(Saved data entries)
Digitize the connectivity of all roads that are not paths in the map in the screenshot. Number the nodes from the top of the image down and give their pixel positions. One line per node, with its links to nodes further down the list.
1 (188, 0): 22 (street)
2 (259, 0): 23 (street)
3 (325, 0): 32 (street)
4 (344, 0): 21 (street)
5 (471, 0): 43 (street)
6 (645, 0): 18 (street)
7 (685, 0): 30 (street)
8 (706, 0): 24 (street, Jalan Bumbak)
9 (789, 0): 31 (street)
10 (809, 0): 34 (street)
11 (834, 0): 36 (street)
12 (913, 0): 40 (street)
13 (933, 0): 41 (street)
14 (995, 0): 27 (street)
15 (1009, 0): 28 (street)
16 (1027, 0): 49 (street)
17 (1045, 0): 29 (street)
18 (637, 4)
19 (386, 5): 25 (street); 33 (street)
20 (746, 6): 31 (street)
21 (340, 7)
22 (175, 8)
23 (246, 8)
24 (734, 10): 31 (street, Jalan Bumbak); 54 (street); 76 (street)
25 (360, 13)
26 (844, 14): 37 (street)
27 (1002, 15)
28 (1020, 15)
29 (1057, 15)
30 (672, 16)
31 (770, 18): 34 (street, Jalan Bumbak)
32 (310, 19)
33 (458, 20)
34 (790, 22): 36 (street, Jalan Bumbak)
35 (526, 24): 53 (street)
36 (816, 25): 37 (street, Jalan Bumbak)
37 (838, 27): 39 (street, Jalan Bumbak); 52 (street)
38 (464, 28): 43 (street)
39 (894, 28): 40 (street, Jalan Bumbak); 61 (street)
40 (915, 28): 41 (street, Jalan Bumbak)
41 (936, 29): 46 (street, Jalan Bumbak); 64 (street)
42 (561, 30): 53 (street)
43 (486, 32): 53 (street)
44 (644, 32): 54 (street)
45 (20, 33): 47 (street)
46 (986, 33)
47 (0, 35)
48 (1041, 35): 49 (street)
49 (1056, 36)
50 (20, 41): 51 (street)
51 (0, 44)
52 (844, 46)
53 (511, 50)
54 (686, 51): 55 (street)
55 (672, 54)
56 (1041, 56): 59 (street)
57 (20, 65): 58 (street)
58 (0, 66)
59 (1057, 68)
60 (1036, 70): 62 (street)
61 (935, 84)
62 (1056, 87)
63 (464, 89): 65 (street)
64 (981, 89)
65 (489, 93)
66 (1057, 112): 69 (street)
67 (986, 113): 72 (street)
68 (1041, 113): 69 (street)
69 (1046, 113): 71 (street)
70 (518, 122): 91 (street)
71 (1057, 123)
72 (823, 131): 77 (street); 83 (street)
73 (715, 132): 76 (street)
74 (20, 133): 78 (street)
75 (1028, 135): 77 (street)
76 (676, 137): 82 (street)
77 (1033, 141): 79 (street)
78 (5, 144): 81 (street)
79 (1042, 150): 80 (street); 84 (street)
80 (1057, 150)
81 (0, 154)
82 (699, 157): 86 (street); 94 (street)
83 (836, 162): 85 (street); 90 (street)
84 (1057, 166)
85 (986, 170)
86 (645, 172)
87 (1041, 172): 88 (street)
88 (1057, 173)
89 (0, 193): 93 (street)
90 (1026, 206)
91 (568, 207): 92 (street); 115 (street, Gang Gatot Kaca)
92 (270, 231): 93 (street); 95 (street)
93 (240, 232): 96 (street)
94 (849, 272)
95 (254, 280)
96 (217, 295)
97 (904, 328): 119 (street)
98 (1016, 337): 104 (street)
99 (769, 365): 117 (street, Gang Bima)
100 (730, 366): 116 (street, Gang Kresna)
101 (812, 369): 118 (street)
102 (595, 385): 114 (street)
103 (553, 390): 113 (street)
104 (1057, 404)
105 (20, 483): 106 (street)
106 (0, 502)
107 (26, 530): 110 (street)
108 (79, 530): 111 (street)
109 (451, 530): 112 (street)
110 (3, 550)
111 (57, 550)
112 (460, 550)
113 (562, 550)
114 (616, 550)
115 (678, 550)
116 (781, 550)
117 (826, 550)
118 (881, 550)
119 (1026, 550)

YOUR GOAL:
Your output must be an exact copy of every entry.

TASK OUTPUT:
Digitize the connectivity of all roads that are not paths in the map in the screenshot. Number the nodes from the top of the image down and give their pixel positions. One line per node, with its links to nodes further down the list.
1 (188, 0): 22 (street)
2 (259, 0): 23 (street)
3 (325, 0): 32 (street)
4 (344, 0): 21 (street)
5 (471, 0): 43 (street)
6 (645, 0): 18 (street)
7 (685, 0): 30 (street)
8 (706, 0): 24 (street, Jalan Bumbak)
9 (789, 0): 31 (street)
10 (809, 0): 34 (street)
11 (834, 0): 36 (street)
12 (913, 0): 40 (street)
13 (933, 0): 41 (street)
14 (995, 0): 27 (street)
15 (1009, 0): 28 (street)
16 (1027, 0): 49 (street)
17 (1045, 0): 29 (street)
18 (637, 4)
19 (386, 5): 25 (street); 33 (street)
20 (746, 6): 31 (street)
21 (340, 7)
22 (175, 8)
23 (246, 8)
24 (734, 10): 31 (street, Jalan Bumbak); 54 (street); 76 (street)
25 (360, 13)
26 (844, 14): 37 (street)
27 (1002, 15)
28 (1020, 15)
29 (1057, 15)
30 (672, 16)
31 (770, 18): 34 (street, Jalan Bumbak)
32 (310, 19)
33 (458, 20)
34 (790, 22): 36 (street, Jalan Bumbak)
35 (526, 24): 53 (street)
36 (816, 25): 37 (street, Jalan Bumbak)
37 (838, 27): 39 (street, Jalan Bumbak); 52 (street)
38 (464, 28): 43 (street)
39 (894, 28): 40 (street, Jalan Bumbak); 61 (street)
40 (915, 28): 41 (street, Jalan Bumbak)
41 (936, 29): 46 (street, Jalan Bumbak); 64 (street)
42 (561, 30): 53 (street)
43 (486, 32): 53 (street)
44 (644, 32): 54 (street)
45 (20, 33): 47 (street)
46 (986, 33)
47 (0, 35)
48 (1041, 35): 49 (street)
49 (1056, 36)
50 (20, 41): 51 (street)
51 (0, 44)
52 (844, 46)
53 (511, 50)
54 (686, 51): 55 (street)
55 (672, 54)
56 (1041, 56): 59 (street)
57 (20, 65): 58 (street)
58 (0, 66)
59 (1057, 68)
60 (1036, 70): 62 (street)
61 (935, 84)
62 (1056, 87)
63 (464, 89): 65 (street)
64 (981, 89)
65 (489, 93)
66 (1057, 112): 69 (street)
67 (986, 113): 72 (street)
68 (1041, 113): 69 (street)
69 (1046, 113): 71 (street)
70 (518, 122): 91 (street)
71 (1057, 123)
72 (823, 131): 77 (street); 83 (street)
73 (715, 132): 76 (street)
74 (20, 133): 78 (street)
75 (1028, 135): 77 (street)
76 (676, 137): 82 (street)
77 (1033, 141): 79 (street)
78 (5, 144): 81 (street)
79 (1042, 150): 80 (street); 84 (street)
80 (1057, 150)
81 (0, 154)
82 (699, 157): 86 (street); 94 (street)
83 (836, 162): 85 (street); 90 (street)
84 (1057, 166)
85 (986, 170)
86 (645, 172)
87 (1041, 172): 88 (street)
88 (1057, 173)
89 (0, 193): 93 (street)
90 (1026, 206)
91 (568, 207): 92 (street); 115 (street, Gang Gatot Kaca)
92 (270, 231): 93 (street); 95 (street)
93 (240, 232): 96 (street)
94 (849, 272)
95 (254, 280)
96 (217, 295)
97 (904, 328): 119 (street)
98 (1016, 337): 104 (street)
99 (769, 365): 117 (street, Gang Bima)
100 (730, 366): 116 (street, Gang Kresna)
101 (812, 369): 118 (street)
102 (595, 385): 114 (street)
103 (553, 390): 113 (street)
104 (1057, 404)
105 (20, 483): 106 (street)
106 (0, 502)
107 (26, 530): 110 (street)
108 (79, 530): 111 (street)
109 (451, 530): 112 (street)
110 (3, 550)
111 (57, 550)
112 (460, 550)
113 (562, 550)
114 (616, 550)
115 (678, 550)
116 (781, 550)
117 (826, 550)
118 (881, 550)
119 (1026, 550)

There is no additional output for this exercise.